Report the number of lines in the entries below that include the word "Rosas", and nothing else.

═════ Provided data ═════

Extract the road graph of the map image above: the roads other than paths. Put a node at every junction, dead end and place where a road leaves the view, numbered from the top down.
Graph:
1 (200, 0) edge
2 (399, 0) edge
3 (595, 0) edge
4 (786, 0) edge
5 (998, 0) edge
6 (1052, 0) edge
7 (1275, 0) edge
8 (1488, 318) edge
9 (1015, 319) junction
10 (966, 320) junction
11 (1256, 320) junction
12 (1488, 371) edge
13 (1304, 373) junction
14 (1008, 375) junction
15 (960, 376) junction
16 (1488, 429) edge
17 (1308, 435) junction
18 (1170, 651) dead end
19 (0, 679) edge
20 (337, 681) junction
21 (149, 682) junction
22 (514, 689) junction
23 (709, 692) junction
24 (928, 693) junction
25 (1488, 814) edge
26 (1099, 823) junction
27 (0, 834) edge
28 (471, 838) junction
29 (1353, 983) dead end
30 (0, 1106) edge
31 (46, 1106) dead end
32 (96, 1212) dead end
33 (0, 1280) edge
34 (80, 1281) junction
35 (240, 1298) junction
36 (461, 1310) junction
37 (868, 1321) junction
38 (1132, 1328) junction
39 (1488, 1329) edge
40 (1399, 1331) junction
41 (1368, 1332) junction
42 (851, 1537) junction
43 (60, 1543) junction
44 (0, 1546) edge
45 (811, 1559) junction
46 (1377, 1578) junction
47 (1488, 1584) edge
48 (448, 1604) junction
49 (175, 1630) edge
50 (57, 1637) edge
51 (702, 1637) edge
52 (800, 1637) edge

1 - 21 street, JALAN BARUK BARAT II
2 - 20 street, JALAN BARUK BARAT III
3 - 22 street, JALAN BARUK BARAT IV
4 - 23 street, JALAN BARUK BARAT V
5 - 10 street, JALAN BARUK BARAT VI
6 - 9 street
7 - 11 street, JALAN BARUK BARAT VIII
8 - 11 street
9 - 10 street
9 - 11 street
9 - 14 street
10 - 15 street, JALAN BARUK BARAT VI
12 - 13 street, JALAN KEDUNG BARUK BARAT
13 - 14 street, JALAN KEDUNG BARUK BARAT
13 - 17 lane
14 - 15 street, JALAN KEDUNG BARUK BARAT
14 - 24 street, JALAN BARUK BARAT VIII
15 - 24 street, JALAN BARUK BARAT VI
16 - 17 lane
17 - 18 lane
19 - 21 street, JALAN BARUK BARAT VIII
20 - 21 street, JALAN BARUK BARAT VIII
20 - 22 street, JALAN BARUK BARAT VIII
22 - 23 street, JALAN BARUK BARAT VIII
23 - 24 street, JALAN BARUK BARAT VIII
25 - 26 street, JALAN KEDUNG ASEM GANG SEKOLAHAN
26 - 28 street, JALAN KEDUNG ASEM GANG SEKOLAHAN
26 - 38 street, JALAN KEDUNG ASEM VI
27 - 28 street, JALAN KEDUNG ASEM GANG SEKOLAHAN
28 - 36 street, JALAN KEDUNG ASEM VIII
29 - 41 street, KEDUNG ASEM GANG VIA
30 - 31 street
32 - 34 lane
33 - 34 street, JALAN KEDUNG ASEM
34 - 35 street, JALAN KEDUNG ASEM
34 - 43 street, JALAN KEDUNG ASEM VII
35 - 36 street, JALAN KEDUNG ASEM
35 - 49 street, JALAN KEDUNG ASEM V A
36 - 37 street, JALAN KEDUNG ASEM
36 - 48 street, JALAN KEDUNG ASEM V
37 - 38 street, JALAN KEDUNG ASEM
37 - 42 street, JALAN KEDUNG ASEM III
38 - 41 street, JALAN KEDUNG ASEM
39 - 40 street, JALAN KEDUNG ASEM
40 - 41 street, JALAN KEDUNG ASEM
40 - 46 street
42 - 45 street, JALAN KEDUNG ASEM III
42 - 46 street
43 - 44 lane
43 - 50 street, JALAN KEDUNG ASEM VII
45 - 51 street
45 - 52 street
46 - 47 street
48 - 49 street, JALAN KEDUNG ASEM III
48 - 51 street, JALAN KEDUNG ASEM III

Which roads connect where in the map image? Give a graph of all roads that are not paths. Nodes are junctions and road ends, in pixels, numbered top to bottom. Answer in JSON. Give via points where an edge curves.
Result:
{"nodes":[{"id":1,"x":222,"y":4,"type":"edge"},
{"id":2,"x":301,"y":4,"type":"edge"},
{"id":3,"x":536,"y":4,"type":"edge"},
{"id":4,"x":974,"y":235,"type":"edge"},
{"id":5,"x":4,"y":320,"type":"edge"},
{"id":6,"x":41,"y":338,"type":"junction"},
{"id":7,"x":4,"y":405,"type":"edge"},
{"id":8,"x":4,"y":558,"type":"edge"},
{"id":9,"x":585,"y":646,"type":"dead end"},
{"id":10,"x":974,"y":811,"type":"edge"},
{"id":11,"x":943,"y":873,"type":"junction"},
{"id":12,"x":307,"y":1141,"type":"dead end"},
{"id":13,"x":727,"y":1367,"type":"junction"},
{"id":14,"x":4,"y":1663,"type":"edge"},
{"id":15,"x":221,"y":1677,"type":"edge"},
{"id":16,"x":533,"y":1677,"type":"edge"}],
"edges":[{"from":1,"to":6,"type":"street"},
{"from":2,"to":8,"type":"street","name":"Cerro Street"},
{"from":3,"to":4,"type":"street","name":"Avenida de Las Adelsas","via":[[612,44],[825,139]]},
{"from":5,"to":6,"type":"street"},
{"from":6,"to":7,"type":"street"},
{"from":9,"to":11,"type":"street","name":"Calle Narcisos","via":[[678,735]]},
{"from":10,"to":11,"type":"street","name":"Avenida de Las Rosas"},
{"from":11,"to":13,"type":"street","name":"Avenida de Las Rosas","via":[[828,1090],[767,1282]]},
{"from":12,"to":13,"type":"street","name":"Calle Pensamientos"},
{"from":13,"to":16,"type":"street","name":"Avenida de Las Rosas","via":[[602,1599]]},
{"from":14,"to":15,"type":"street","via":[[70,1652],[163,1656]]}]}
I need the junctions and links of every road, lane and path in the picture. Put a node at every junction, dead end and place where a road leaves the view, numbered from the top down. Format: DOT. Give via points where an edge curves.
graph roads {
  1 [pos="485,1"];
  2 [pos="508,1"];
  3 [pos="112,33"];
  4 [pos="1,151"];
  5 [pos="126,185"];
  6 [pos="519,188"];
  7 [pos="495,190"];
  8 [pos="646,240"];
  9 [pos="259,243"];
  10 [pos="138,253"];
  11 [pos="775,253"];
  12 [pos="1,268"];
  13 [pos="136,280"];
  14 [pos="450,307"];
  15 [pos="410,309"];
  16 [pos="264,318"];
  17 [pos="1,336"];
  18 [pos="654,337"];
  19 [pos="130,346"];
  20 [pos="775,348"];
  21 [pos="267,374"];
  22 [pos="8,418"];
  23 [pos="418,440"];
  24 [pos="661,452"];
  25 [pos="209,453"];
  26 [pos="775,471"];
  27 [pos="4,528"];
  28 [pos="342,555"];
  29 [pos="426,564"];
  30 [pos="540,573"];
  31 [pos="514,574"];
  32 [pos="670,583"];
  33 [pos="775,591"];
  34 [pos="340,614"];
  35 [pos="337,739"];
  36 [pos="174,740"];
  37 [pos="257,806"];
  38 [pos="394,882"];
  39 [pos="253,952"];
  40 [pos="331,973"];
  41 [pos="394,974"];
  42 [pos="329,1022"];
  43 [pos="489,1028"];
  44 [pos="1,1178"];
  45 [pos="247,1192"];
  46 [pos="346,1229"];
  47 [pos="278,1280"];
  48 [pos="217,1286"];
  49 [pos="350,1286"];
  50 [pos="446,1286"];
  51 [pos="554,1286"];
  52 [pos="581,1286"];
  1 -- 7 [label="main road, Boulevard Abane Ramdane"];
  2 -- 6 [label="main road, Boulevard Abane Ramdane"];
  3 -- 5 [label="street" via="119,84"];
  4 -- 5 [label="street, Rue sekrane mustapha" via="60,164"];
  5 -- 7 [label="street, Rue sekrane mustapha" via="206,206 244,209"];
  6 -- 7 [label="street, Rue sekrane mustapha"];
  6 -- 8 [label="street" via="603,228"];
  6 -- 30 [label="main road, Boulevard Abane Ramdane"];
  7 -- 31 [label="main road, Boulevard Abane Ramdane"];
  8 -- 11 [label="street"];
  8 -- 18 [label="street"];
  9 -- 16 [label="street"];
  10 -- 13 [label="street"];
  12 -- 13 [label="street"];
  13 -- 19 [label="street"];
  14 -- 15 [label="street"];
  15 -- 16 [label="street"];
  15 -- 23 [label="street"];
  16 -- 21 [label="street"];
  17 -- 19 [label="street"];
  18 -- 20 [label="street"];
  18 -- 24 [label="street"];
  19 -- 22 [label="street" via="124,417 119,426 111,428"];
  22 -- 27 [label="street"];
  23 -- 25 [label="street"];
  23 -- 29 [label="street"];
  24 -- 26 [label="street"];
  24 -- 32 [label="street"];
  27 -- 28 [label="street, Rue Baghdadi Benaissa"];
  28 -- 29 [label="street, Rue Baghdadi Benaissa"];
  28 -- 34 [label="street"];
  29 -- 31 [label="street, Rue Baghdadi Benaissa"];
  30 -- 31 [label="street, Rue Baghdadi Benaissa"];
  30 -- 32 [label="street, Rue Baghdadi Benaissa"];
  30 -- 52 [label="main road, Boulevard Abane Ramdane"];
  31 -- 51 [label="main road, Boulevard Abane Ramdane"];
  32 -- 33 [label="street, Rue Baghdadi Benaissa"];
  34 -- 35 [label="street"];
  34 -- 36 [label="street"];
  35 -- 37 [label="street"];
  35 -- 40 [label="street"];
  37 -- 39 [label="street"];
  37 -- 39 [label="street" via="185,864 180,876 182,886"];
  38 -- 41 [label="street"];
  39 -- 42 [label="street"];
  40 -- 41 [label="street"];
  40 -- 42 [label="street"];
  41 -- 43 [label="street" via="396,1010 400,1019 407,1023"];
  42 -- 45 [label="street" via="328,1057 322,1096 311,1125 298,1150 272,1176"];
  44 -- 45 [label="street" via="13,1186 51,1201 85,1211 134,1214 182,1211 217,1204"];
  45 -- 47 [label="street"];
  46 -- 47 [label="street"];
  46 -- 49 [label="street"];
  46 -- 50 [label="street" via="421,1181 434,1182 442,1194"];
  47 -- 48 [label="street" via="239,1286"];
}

═════

## Task response
3